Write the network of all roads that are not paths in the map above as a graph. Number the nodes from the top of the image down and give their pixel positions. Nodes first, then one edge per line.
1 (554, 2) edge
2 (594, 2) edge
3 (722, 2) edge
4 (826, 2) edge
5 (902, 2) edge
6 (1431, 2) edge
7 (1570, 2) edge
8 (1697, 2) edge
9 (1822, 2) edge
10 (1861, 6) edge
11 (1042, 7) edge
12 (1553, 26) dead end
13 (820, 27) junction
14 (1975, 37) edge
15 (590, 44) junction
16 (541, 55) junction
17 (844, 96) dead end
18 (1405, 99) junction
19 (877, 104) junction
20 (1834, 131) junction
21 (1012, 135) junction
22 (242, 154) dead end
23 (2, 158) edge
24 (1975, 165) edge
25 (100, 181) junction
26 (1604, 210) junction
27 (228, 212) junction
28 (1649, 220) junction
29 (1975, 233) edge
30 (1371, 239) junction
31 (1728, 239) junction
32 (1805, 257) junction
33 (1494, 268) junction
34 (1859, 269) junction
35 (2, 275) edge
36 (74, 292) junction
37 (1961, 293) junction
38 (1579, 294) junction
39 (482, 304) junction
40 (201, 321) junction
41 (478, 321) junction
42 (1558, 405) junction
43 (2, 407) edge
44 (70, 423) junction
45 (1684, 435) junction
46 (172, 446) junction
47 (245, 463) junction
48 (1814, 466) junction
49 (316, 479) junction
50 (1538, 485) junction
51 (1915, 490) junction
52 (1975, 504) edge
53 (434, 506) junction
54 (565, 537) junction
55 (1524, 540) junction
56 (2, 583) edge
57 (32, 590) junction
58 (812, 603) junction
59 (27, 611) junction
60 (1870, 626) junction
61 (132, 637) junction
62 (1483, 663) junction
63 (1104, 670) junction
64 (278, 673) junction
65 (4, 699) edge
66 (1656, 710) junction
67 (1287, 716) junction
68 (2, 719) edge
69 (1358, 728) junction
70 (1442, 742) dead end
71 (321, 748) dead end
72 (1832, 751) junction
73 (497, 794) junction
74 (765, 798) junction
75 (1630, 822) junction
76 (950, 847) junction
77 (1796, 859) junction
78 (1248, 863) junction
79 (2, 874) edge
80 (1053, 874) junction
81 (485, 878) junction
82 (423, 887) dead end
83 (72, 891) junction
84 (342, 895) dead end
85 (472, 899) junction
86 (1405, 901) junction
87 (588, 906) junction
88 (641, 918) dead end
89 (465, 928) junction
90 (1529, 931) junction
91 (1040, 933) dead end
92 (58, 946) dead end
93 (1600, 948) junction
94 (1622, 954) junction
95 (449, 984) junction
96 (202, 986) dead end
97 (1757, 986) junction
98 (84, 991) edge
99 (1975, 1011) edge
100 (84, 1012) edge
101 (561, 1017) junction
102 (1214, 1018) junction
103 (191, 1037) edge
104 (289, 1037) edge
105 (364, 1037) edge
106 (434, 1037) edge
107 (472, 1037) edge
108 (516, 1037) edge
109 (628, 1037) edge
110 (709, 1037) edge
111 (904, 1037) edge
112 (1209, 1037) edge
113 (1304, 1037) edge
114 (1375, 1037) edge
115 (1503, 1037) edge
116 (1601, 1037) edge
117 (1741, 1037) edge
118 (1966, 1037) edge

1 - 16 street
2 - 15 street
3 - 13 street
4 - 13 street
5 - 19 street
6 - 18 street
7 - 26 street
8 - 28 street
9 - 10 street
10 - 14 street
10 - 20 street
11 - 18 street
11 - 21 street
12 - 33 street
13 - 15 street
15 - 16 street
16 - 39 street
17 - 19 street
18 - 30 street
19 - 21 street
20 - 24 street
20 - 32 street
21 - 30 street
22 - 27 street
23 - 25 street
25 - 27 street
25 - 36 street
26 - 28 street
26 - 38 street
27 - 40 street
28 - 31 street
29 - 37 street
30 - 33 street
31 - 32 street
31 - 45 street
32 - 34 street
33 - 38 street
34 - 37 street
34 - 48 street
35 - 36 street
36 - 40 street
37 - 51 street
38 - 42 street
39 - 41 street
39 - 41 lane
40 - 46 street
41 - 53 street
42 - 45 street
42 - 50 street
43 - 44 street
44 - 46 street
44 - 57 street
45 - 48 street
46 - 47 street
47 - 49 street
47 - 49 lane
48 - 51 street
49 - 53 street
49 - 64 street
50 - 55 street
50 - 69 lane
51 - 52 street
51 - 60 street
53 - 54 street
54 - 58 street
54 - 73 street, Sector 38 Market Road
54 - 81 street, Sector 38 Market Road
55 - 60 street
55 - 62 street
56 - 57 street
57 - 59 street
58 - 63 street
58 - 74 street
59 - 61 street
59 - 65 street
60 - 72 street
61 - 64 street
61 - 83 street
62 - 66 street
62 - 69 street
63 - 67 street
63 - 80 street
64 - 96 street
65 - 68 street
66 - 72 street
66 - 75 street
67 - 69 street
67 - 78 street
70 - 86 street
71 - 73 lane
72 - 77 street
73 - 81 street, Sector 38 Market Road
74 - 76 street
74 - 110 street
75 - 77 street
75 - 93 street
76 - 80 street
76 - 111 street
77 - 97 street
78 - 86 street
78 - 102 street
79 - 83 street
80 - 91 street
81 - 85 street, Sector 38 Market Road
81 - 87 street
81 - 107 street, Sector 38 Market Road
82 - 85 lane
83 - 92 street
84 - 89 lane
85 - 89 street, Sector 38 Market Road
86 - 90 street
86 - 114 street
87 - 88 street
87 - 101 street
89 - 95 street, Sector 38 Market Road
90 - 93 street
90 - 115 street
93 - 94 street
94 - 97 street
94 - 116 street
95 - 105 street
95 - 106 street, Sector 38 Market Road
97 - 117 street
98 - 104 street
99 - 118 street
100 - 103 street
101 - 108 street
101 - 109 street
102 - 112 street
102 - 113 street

**Exercise directions**
Retype the entries precisely as they stand.

**Output for this task**
Write the network of all roads that are not paths in the map above as a graph. Number the nodes from the top of the image down and give their pixel positions. Nodes first, then one edge per line.
1 (554, 2) edge
2 (594, 2) edge
3 (722, 2) edge
4 (826, 2) edge
5 (902, 2) edge
6 (1431, 2) edge
7 (1570, 2) edge
8 (1697, 2) edge
9 (1822, 2) edge
10 (1861, 6) edge
11 (1042, 7) edge
12 (1553, 26) dead end
13 (820, 27) junction
14 (1975, 37) edge
15 (590, 44) junction
16 (541, 55) junction
17 (844, 96) dead end
18 (1405, 99) junction
19 (877, 104) junction
20 (1834, 131) junction
21 (1012, 135) junction
22 (242, 154) dead end
23 (2, 158) edge
24 (1975, 165) edge
25 (100, 181) junction
26 (1604, 210) junction
27 (228, 212) junction
28 (1649, 220) junction
29 (1975, 233) edge
30 (1371, 239) junction
31 (1728, 239) junction
32 (1805, 257) junction
33 (1494, 268) junction
34 (1859, 269) junction
35 (2, 275) edge
36 (74, 292) junction
37 (1961, 293) junction
38 (1579, 294) junction
39 (482, 304) junction
40 (201, 321) junction
41 (478, 321) junction
42 (1558, 405) junction
43 (2, 407) edge
44 (70, 423) junction
45 (1684, 435) junction
46 (172, 446) junction
47 (245, 463) junction
48 (1814, 466) junction
49 (316, 479) junction
50 (1538, 485) junction
51 (1915, 490) junction
52 (1975, 504) edge
53 (434, 506) junction
54 (565, 537) junction
55 (1524, 540) junction
56 (2, 583) edge
57 (32, 590) junction
58 (812, 603) junction
59 (27, 611) junction
60 (1870, 626) junction
61 (132, 637) junction
62 (1483, 663) junction
63 (1104, 670) junction
64 (278, 673) junction
65 (4, 699) edge
66 (1656, 710) junction
67 (1287, 716) junction
68 (2, 719) edge
69 (1358, 728) junction
70 (1442, 742) dead end
71 (321, 748) dead end
72 (1832, 751) junction
73 (497, 794) junction
74 (765, 798) junction
75 (1630, 822) junction
76 (950, 847) junction
77 (1796, 859) junction
78 (1248, 863) junction
79 (2, 874) edge
80 (1053, 874) junction
81 (485, 878) junction
82 (423, 887) dead end
83 (72, 891) junction
84 (342, 895) dead end
85 (472, 899) junction
86 (1405, 901) junction
87 (588, 906) junction
88 (641, 918) dead end
89 (465, 928) junction
90 (1529, 931) junction
91 (1040, 933) dead end
92 (58, 946) dead end
93 (1600, 948) junction
94 (1622, 954) junction
95 (449, 984) junction
96 (202, 986) dead end
97 (1757, 986) junction
98 (84, 991) edge
99 (1975, 1011) edge
100 (84, 1012) edge
101 (561, 1017) junction
102 (1214, 1018) junction
103 (191, 1037) edge
104 (289, 1037) edge
105 (364, 1037) edge
106 (434, 1037) edge
107 (472, 1037) edge
108 (516, 1037) edge
109 (628, 1037) edge
110 (709, 1037) edge
111 (904, 1037) edge
112 (1209, 1037) edge
113 (1304, 1037) edge
114 (1375, 1037) edge
115 (1503, 1037) edge
116 (1601, 1037) edge
117 (1741, 1037) edge
118 (1966, 1037) edge

1 - 16 street
2 - 15 street
3 - 13 street
4 - 13 street
5 - 19 street
6 - 18 street
7 - 26 street
8 - 28 street
9 - 10 street
10 - 14 street
10 - 20 street
11 - 18 street
11 - 21 street
12 - 33 street
13 - 15 street
15 - 16 street
16 - 39 street
17 - 19 street
18 - 30 street
19 - 21 street
20 - 24 street
20 - 32 street
21 - 30 street
22 - 27 street
23 - 25 street
25 - 27 street
25 - 36 street
26 - 28 street
26 - 38 street
27 - 40 street
28 - 31 street
29 - 37 street
30 - 33 street
31 - 32 street
31 - 45 street
32 - 34 street
33 - 38 street
34 - 37 street
34 - 48 street
35 - 36 street
36 - 40 street
37 - 51 street
38 - 42 street
39 - 41 street
39 - 41 lane
40 - 46 street
41 - 53 street
42 - 45 street
42 - 50 street
43 - 44 street
44 - 46 street
44 - 57 street
45 - 48 street
46 - 47 street
47 - 49 street
47 - 49 lane
48 - 51 street
49 - 53 street
49 - 64 street
50 - 55 street
50 - 69 lane
51 - 52 street
51 - 60 street
53 - 54 street
54 - 58 street
54 - 73 street, Sector 38 Market Road
54 - 81 street, Sector 38 Market Road
55 - 60 street
55 - 62 street
56 - 57 street
57 - 59 street
58 - 63 street
58 - 74 street
59 - 61 street
59 - 65 street
60 - 72 street
61 - 64 street
61 - 83 street
62 - 66 street
62 - 69 street
63 - 67 street
63 - 80 street
64 - 96 street
65 - 68 street
66 - 72 street
66 - 75 street
67 - 69 street
67 - 78 street
70 - 86 street
71 - 73 lane
72 - 77 street
73 - 81 street, Sector 38 Market Road
74 - 76 street
74 - 110 street
75 - 77 street
75 - 93 street
76 - 80 street
76 - 111 street
77 - 97 street
78 - 86 street
78 - 102 street
79 - 83 street
80 - 91 street
81 - 85 street, Sector 38 Market Road
81 - 87 street
81 - 107 street, Sector 38 Market Road
82 - 85 lane
83 - 92 street
84 - 89 lane
85 - 89 street, Sector 38 Market Road
86 - 90 street
86 - 114 street
87 - 88 street
87 - 101 street
89 - 95 street, Sector 38 Market Road
90 - 93 street
90 - 115 street
93 - 94 street
94 - 97 street
94 - 116 street
95 - 105 street
95 - 106 street, Sector 38 Market Road
97 - 117 street
98 - 104 street
99 - 118 street
100 - 103 street
101 - 108 street
101 - 109 street
102 - 112 street
102 - 113 street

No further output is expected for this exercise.